## [THE PROBLEM]
The goal is an unaltered copy of the records below, minus any images.

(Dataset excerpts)
BEGIN

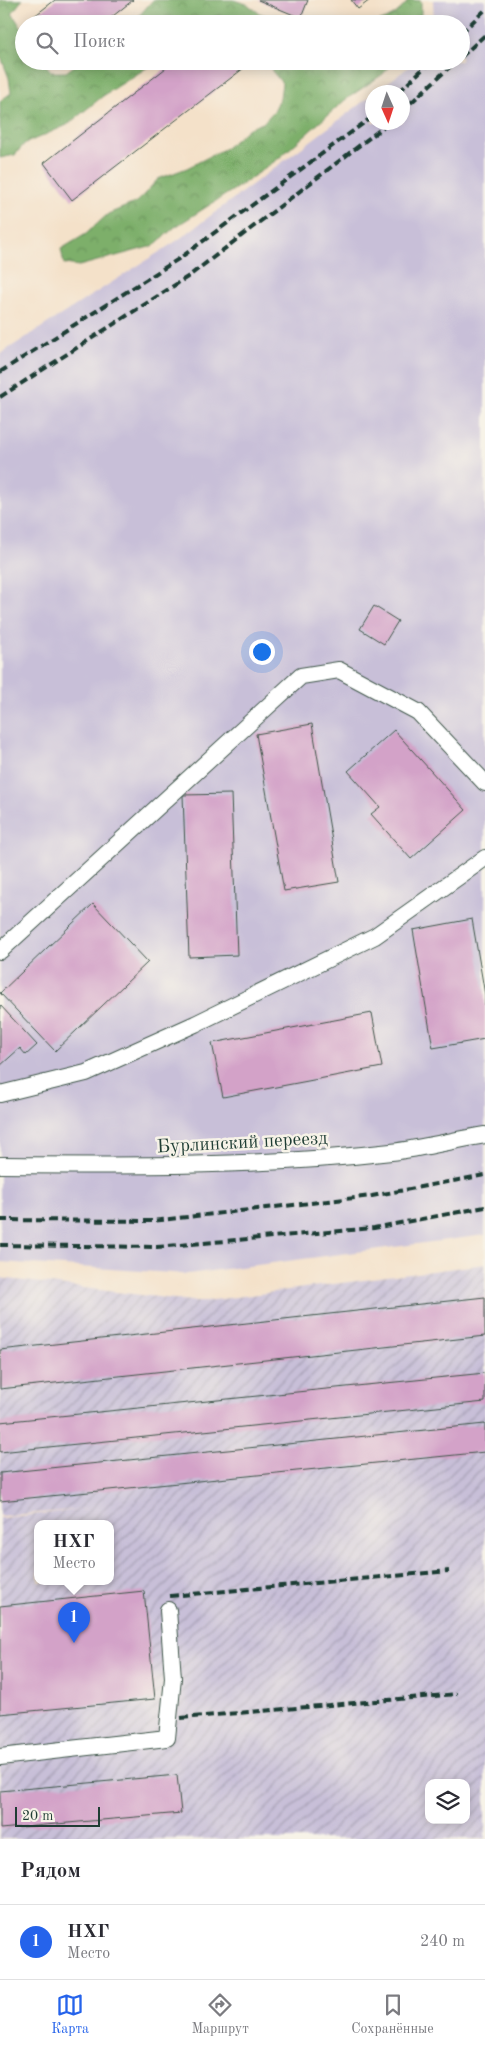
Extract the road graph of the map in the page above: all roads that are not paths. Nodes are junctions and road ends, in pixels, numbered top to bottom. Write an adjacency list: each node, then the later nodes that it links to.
1 (485, 783): 3 (lane)
2 (485, 858): 4 (lane)
3 (0, 951)
4 (0, 1094)
5 (485, 1135): 6 (lane, Бурлинский переезд)
6 (0, 1165)
7 (168, 1610): 8 (lane)
8 (0, 1757)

END

## [ANSWER TO THE EXERCISE]
Extract the road graph of the map in the page above: all roads that are not paths. Nodes are junctions and road ends, in pixels, numbered top to bottom. Write an adjacency list: each node, then the later nodes that it links to.
1 (485, 783): 3 (lane)
2 (485, 858): 4 (lane)
3 (0, 951)
4 (0, 1094)
5 (485, 1135): 6 (lane, Бурлинский переезд)
6 (0, 1165)
7 (168, 1610): 8 (lane)
8 (0, 1757)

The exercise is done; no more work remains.